Ledbetter speaks during celebration
March 22, 2011
On March 15, civilians and service members alike came together on Joint Base Myer-Henderson Hall to celebrate Women's History Month at Henderson Hall's Joe Rosenthal Theater.
''It's all about making sure our daughters are able to achieve their potential and what they are capable of achieving," said JBM-HH Commander Col. Carl R. Coffman.
Members of the Joint Base Myer-Henderson Hall Equal Opportunity Office in collaboration with members of The Old Guard, Chief of Naval Operations and Rader Clinic brought in Lilly Ledbetter as the guest speaker for the event that memorialized famous women in history.
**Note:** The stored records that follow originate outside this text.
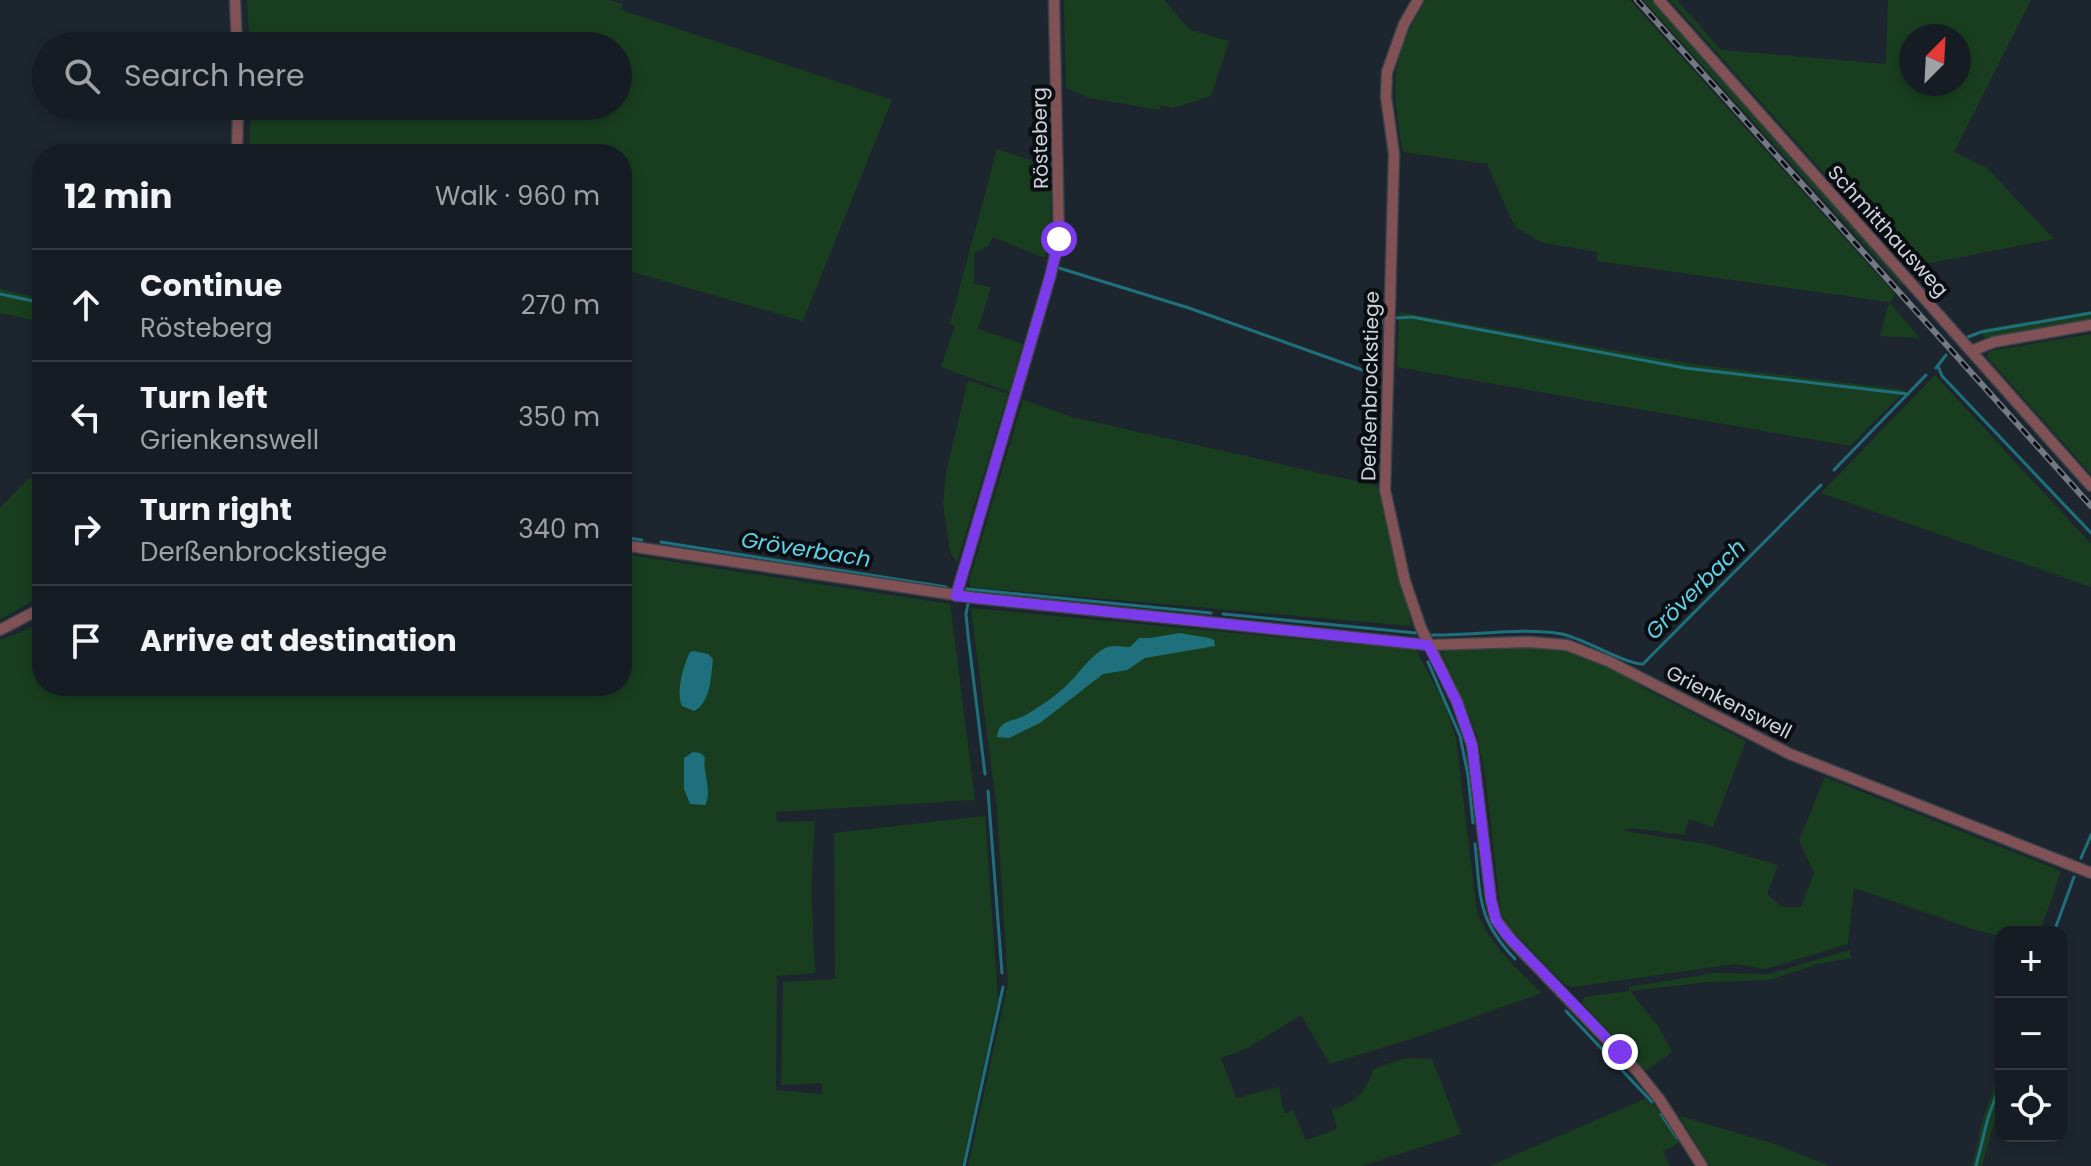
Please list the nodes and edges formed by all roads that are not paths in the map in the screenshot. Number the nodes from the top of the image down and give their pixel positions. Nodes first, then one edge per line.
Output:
1 (235, 0) edge
2 (1054, 0) edge
3 (1418, 0) edge
4 (1659, 0) edge
5 (236, 32) edge
6 (238, 120) edge
7 (237, 144) edge
8 (2091, 325) edge
9 (1971, 351) junction
10 (2091, 486) edge
11 (632, 547) edge
12 (956, 596) junction
13 (32, 613) edge
14 (0, 630) edge
15 (1428, 645) junction
16 (2091, 873) edge
17 (1702, 1166) edge

1 - 5 street
2 - 12 street, Rösteberg
3 - 15 street, Derßenbrockstiege
4 - 9 street, Schmitthausweg
6 - 7 street
8 - 9 street
9 - 10 street, Schmitthausweg
11 - 12 street, Grienkenswell
12 - 15 street, Grienkenswell
13 - 14 street
15 - 16 street, Grienkenswell
15 - 17 street, Derßenbrockstiege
On Jan. 29, 2009, ''The Lilly Ledbetter Fair Pay Act" was the first law that President Obama signed after taking office.
''I never started out in life to be a spokesperson for people's rights," Ledbetter said.
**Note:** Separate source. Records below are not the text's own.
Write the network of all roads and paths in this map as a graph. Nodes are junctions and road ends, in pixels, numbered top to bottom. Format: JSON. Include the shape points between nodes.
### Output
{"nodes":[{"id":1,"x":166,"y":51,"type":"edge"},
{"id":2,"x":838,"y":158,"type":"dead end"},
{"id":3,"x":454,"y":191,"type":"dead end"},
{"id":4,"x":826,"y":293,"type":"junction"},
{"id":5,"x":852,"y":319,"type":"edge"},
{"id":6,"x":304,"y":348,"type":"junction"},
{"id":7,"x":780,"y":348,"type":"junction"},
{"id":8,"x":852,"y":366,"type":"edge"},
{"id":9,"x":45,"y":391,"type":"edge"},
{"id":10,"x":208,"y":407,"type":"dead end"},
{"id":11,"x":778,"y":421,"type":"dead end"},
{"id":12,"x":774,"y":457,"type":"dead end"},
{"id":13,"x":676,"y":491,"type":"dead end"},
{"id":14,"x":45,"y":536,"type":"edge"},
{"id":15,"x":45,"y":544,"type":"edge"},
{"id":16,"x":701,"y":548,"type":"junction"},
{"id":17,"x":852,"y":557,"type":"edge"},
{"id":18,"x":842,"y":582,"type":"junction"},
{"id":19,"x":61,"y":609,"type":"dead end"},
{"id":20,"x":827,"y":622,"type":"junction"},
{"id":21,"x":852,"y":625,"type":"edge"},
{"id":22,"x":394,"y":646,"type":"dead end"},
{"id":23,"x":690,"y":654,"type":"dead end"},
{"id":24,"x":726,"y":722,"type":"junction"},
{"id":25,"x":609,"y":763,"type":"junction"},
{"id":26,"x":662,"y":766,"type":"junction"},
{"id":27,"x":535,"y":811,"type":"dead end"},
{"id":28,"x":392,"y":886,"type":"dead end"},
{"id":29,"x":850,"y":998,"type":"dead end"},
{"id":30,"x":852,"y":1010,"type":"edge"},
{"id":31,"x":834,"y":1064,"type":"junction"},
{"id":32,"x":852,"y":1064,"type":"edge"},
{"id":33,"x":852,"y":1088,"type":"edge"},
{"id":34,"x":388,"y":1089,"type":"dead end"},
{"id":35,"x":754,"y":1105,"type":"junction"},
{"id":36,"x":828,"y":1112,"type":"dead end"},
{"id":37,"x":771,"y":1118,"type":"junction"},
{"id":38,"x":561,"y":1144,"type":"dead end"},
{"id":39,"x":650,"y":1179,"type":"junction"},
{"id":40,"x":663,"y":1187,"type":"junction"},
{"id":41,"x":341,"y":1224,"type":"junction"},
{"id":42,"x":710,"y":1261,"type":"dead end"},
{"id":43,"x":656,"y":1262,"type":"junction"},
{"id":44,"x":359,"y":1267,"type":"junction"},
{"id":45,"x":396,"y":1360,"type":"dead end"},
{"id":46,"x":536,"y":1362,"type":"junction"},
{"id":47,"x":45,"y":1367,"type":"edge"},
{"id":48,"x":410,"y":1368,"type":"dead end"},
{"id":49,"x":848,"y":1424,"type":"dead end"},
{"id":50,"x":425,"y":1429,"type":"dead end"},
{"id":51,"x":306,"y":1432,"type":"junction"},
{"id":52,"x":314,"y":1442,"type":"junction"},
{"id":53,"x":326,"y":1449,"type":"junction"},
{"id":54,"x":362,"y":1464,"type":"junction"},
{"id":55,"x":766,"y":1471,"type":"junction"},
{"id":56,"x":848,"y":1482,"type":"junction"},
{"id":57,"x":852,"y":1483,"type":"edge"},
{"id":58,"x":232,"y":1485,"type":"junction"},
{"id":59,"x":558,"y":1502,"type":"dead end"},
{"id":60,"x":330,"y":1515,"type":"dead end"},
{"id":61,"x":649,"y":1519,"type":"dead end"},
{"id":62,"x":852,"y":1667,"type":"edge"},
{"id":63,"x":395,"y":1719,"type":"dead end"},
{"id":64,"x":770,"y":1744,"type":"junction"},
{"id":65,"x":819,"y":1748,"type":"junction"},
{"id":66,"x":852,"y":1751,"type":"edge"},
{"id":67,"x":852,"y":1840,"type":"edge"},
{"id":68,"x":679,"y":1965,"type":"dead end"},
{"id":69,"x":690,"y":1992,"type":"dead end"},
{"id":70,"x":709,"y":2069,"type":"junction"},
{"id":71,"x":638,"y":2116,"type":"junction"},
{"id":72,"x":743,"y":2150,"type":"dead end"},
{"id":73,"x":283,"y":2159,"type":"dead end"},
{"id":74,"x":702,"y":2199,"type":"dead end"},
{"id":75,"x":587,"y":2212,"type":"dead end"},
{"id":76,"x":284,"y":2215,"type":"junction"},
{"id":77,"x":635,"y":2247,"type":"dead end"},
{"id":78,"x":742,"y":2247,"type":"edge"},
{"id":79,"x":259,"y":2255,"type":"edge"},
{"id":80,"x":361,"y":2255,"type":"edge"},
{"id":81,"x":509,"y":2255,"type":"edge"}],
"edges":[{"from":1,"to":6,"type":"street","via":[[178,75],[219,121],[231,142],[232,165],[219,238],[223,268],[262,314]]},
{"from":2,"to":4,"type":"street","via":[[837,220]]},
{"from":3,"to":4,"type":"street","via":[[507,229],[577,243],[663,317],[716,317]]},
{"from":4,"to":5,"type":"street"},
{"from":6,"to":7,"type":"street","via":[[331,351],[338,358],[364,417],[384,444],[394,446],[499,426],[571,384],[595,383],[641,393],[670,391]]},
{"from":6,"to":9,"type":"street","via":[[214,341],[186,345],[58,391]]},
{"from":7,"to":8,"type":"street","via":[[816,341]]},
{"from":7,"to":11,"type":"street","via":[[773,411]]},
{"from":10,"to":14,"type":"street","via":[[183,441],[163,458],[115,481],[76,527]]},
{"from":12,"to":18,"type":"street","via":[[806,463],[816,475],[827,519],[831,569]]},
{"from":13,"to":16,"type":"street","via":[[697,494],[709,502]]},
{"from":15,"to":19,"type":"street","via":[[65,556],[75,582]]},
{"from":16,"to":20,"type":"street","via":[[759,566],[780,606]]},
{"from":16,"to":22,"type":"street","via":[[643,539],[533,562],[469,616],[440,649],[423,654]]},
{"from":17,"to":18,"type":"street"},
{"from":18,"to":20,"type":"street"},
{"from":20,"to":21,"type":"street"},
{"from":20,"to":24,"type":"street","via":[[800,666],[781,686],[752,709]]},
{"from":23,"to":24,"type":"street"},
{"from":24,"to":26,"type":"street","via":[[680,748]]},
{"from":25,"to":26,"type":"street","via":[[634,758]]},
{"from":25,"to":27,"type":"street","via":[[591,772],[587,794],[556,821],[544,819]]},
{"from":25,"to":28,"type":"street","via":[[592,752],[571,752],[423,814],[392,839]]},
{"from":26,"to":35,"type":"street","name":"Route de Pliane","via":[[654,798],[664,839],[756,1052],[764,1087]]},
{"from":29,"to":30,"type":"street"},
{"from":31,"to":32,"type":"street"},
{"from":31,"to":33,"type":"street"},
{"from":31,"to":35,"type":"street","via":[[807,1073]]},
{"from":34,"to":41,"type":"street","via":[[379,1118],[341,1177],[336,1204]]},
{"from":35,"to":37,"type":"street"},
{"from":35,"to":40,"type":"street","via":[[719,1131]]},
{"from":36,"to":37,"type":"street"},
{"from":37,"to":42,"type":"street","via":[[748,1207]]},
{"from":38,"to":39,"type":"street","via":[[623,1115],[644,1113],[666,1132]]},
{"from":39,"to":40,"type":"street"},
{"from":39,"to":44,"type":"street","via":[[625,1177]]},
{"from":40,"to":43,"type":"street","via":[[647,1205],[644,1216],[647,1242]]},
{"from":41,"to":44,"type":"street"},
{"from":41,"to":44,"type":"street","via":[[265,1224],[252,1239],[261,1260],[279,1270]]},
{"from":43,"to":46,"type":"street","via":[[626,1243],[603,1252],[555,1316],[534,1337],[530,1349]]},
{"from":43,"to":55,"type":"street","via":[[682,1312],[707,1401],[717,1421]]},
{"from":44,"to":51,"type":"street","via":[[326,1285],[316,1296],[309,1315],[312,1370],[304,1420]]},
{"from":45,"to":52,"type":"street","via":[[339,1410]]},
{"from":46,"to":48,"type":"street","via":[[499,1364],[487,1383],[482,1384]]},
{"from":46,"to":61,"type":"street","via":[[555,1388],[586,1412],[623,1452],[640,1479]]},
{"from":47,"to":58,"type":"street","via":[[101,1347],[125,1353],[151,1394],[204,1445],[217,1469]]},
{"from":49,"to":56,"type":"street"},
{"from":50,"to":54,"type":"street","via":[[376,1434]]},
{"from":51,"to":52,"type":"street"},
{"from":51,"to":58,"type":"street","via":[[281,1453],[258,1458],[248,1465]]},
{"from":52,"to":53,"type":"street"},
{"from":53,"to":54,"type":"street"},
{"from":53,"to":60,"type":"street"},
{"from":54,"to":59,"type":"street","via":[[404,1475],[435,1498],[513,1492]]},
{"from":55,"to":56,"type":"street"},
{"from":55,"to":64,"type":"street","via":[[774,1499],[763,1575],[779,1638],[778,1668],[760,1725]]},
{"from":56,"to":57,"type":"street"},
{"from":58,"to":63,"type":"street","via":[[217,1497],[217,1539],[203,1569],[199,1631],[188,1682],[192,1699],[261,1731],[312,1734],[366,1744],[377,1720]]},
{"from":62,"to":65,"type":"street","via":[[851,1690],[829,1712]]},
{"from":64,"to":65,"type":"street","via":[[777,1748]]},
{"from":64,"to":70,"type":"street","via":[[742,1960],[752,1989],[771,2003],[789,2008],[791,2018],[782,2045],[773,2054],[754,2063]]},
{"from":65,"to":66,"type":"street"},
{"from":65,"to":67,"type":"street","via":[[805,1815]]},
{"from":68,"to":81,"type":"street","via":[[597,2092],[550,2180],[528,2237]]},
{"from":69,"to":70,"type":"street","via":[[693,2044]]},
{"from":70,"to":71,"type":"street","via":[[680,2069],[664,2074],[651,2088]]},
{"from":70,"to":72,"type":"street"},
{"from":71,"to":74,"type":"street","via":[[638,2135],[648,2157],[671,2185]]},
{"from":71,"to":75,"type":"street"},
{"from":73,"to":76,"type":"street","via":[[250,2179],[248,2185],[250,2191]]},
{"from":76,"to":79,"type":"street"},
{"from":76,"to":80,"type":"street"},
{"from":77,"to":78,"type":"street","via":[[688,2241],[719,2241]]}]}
''I had a very simple plan. I was going to live the American dream, get a good education, find the right man, settle down and get a good job," she said.
Ledbetter worked for a leading tire company for 19 years. She was hired in 1979.
''I felt like I was a trailblazer because so few women had that job in the past and none of them had ever lasted any length of time," she said.
She filed two law suits in 1998, one for sexual harassment in July and one for pay discrimination in November, after receiving an anonymous tip showing her salary was at least 40 percent lower than the men in the same position.
With the support of her husband she decided to go to the Birmingham, Ala., Equal Employment Opportunity Commission to file a complaint. Overworked and understaffed, the agency said she might want to get her own attorney.
Although she paid $35,000 in legal fees, her attorney listened to her case and his firm took her case ''pro bono," which means they would only earn a portion of what she won in court. She has never received anything for the injustice brought upon her, yet the law firm still stands behind her and supports her after all these years. Ledbetter was able to have two women who held the same job as she did testify in court on her behalf. One of the women said she didn't complain because she was a divorced mother who supported a blind, handicapped son and couldn't afford to miss a paycheck.
When Ledbetter's case was presented to a jury they ruled in favor of her saying she deserved $3.8 million in a settlement.
But the judge countered with what the law states: When a case is based on gender alone the defendant cannot receive more than $300,000. That's what she won, along with two years back pay equaling $60,000.
On appeal, her case then went on to be presented in front of the Supreme Court in November 2006. The verdict was released May 2007. She lost.
Their concern was if they let her win, others would step forward with suits as well, said Ledbetter.
Since then she has spoken to people around the nation telling her story. Though the bill passed in her name does not help her situation, it can help others, she said.
''I'm not here to talk politics. It's not political, it's civil rights. It's an equal rights matter. Not a man in this room would say 'Yes, I want my mother, wife, daughter or daughter-in-law short changed,'" said Ledbetter.
''We need our country to get back on track and we can do it by getting our Families treated fairly and equally."
Ledbetter's message spoke to men and women alike.
''It was motivating. I know a lot of people give up on causes because they run into brick walls. To show, hey, you can persevere; maybe you'll accomplish this goal," said 1st Sgt. Bruce Williams, Headquarters and Headquarters Company, United States Army Garrison.
''What will stand out in my mind is the support she had from her husband. She wasn't alone."
''Just having that Family support really helps, and that's what a lot of military Families need today with deployments and so forth," said Williams.
''We need support while we're there, and we need support while we're back here, at home."
Before Ledbetter gave her speech, Holly Bass, a spoken word artist, performed four pieces for the audience.
An excerpt from her ''Hard Work" goes: ''His mother, my grandmother, was a field hand and later a domestic. She worked very hard. In 1971, she bought herself a brick house with her earnings and then kept her old house - a wooden, shot-gun one-story- as a rental property. Not bad for a cleaning lady."
Along with that poem, she also performed ''Lineage," ''What's Left" and ''Tenderness," before the deputy JBM-HH chaplain closed the event.
''Thank you for all the cherished women in our lives: mothers, sisters, friends and neighbors; generations of women who have shaped our history," said Chap. (Maj.) David Santiago Cruz, JBM-HH deputy chaplain.